While it is presently only possible to conclude a common-law marriage in a limited number of jurisdictions, it was formerly much more widely possible. Many valuable estate rights today continue to depend the right to inherit through a common-law marriage concluded in the past in a state which subsequently abolished common-law marriage. The relevant laws of those states that have abolished common-law marriage are prospective in application, which means that common-law marriages contracted prior to the effective date of the statutes are valid.
Remember that the United States Constitution requires every state to accord "Full Faith and Credit" to the laws of its sister states. Thus, a common-law marriage that is validly contracted in a state where such marriages are legal will be valid even in states where such marriages cannot be contracted and may be contrary to public policy.
There may be bizarre consequences of such a rule. For example, suppose an unmarried couple from New York City makes a weekend outing to one of those hotels with the heart-shaped bathtubs in the Poconos. (Assume for purposes of this example that the former [i.e., pre-9/17/03] common-law marriage law of Pennsylvania was in effect.) They register as "Mr. and Mrs." They have just, possibly inadvertently, satisfied at least one portion of the evidentiary requirements for a common-law marriage in Pennsylvania (cohabitation and "holding out") and may have created a legitimate question regarding whether they are married when they return to New York. In they event of a dispute between them in New York after they return, a New York court must apply the laws of Pennsylvania to determine the validity of a common-law marriage purportedly contracted in Pennsylvania. (Pennsylvania law, while recognizing common-law marriages, does not allow such marriages to arise through inadvertence.)

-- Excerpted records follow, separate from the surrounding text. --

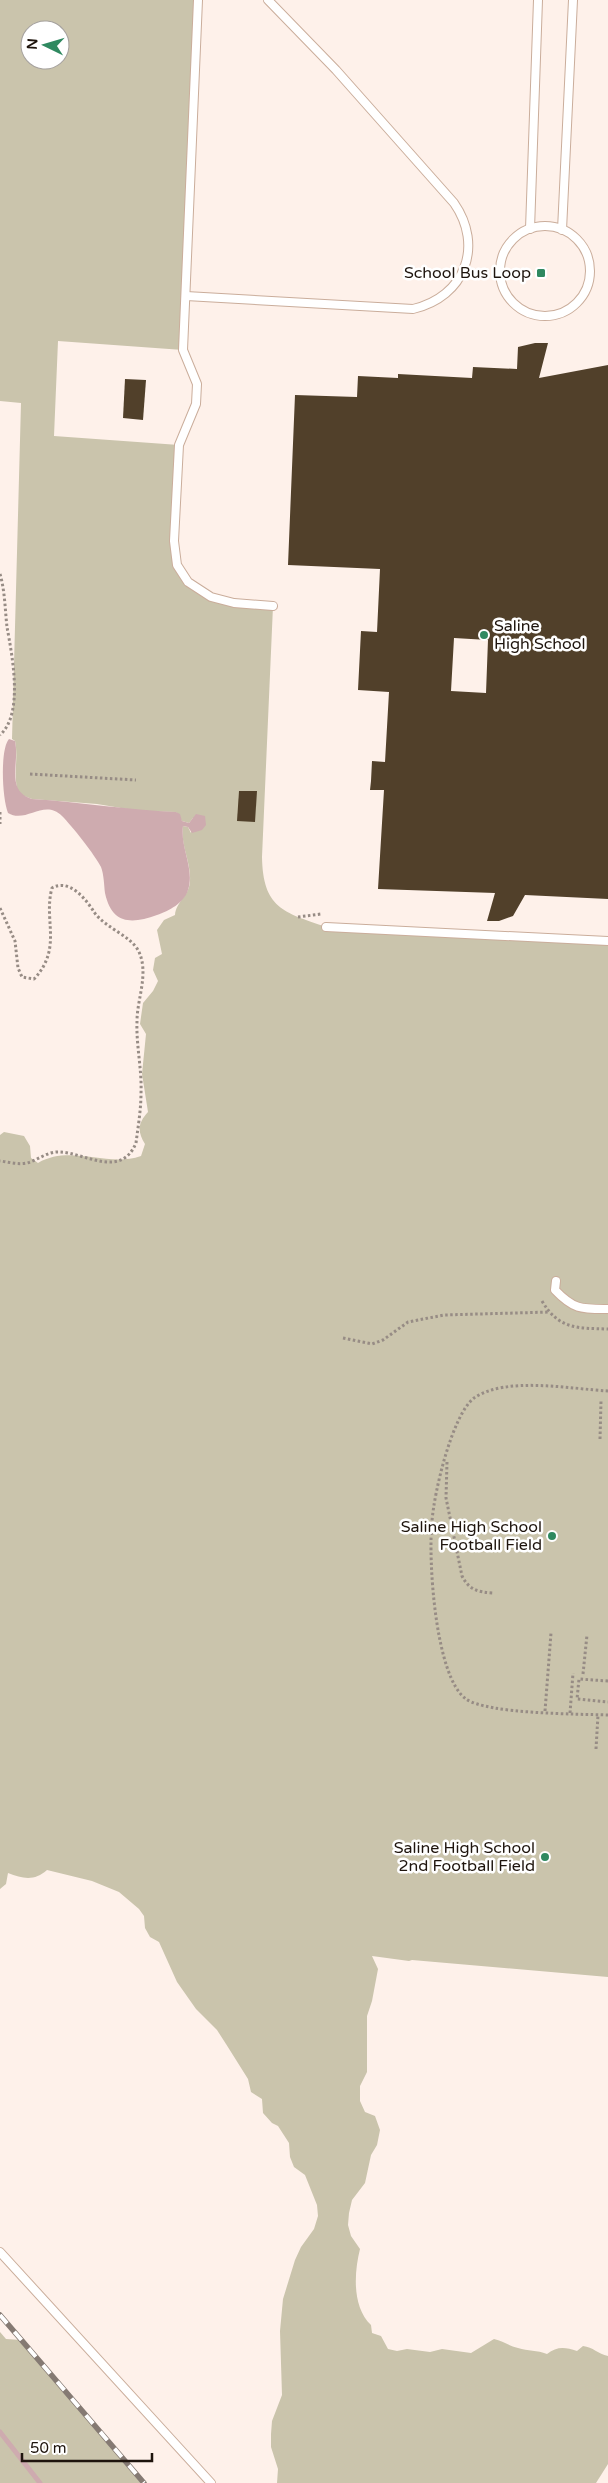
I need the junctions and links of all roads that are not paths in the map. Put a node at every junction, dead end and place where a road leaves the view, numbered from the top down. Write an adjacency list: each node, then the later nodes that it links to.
1 (198, 0): 7 (lane)
2 (268, 0): 7 (lane)
3 (538, 0): 5 (lane)
4 (574, 0): 6 (lane)
5 (530, 229): 6 (lane); 6 (lane)
6 (562, 230)
7 (186, 296): 8 (lane)
8 (273, 606)
9 (326, 927): 10 (lane)
10 (608, 941)
11 (556, 1281): 12 (lane)
12 (608, 1309)
13 (0, 2252): 14 (lane)
14 (211, 2483)

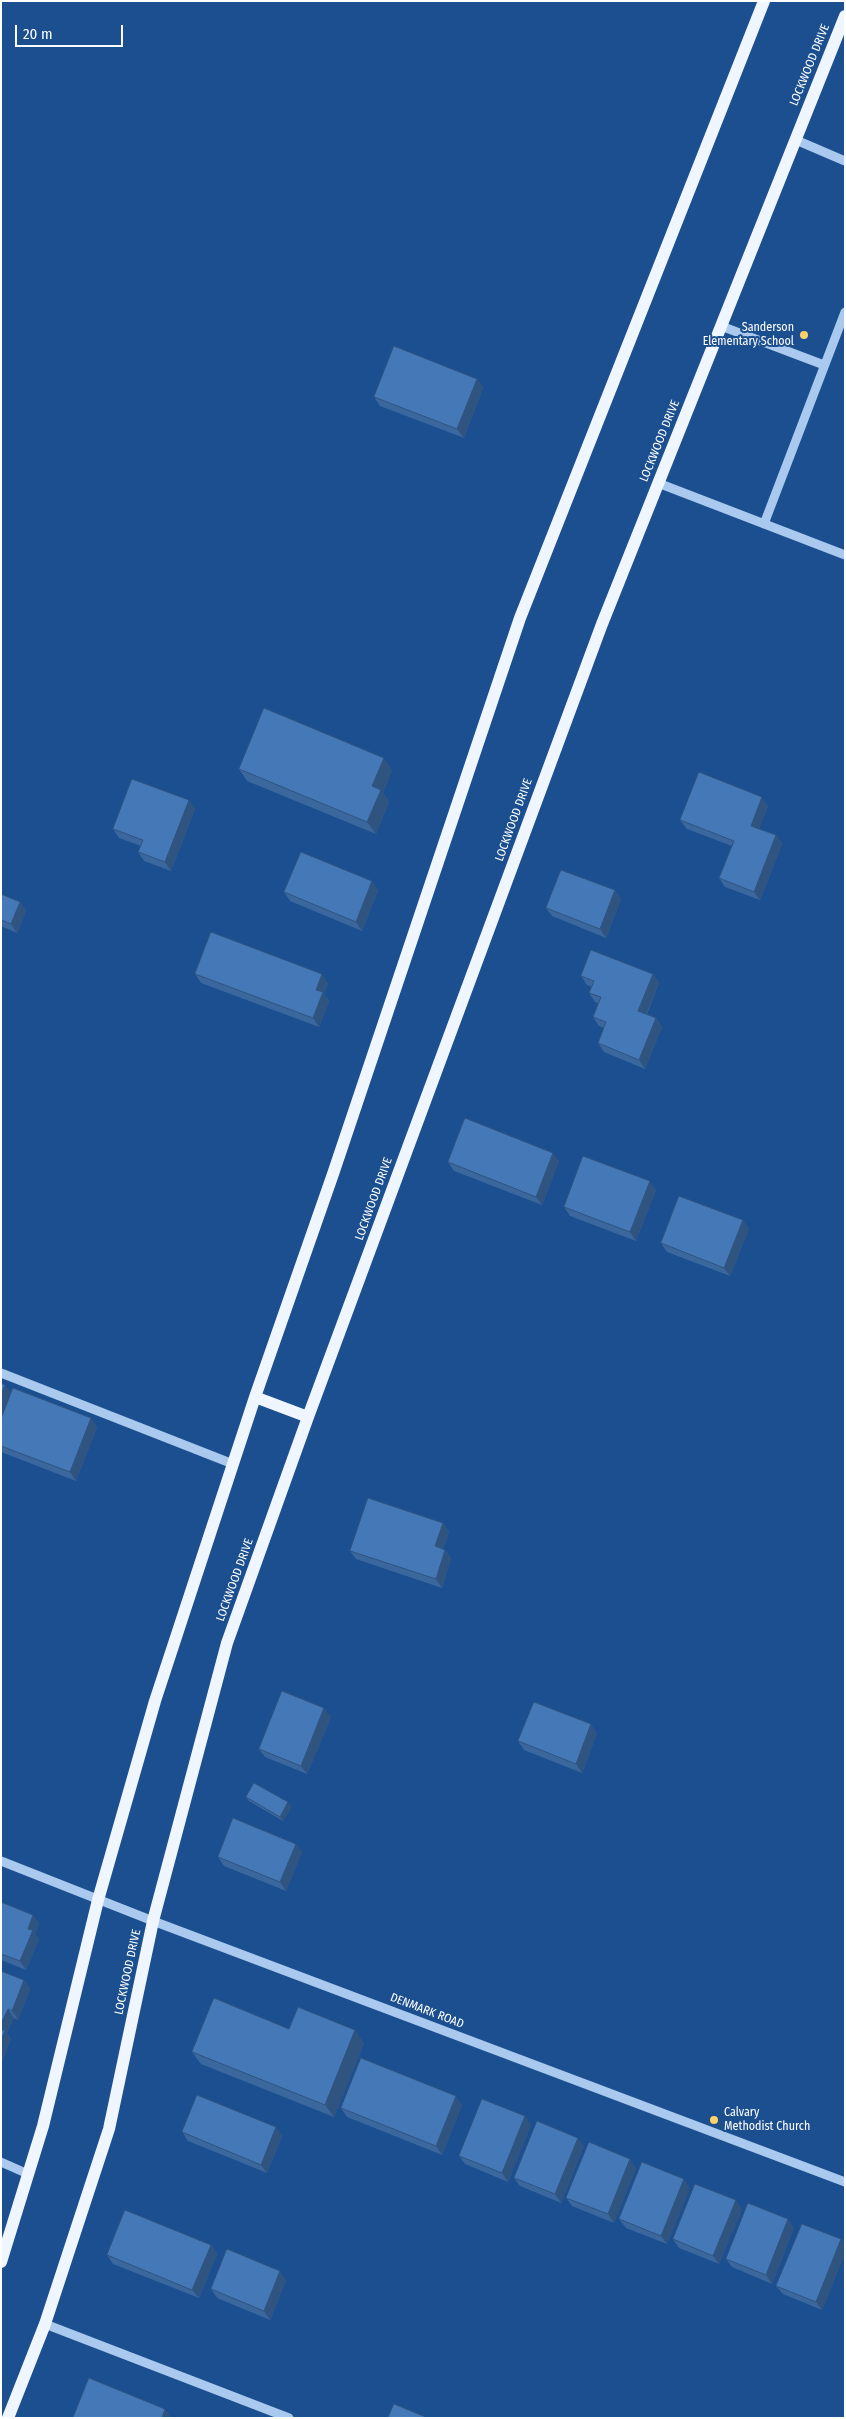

There is no such thing as common-law divorce. Once parties are married, regardless of the manner in which their marriage is contracted, they are married and can only be divorced by appropriate means in the place where the divorce is granted. That means, in all 50 states of the United States, only by a court order.
Because the law of marriage and divorce varies from state to state, a person who may have valuable rights affected by such laws should consult with an attorney who specializes in such matters. The foregoing should not be construed as legal advice, which can only be given by an attorney who is admitted to practice in your state, to whom you pay a fee, and who in return undertakes to protect your rights and to explain your responsibilities.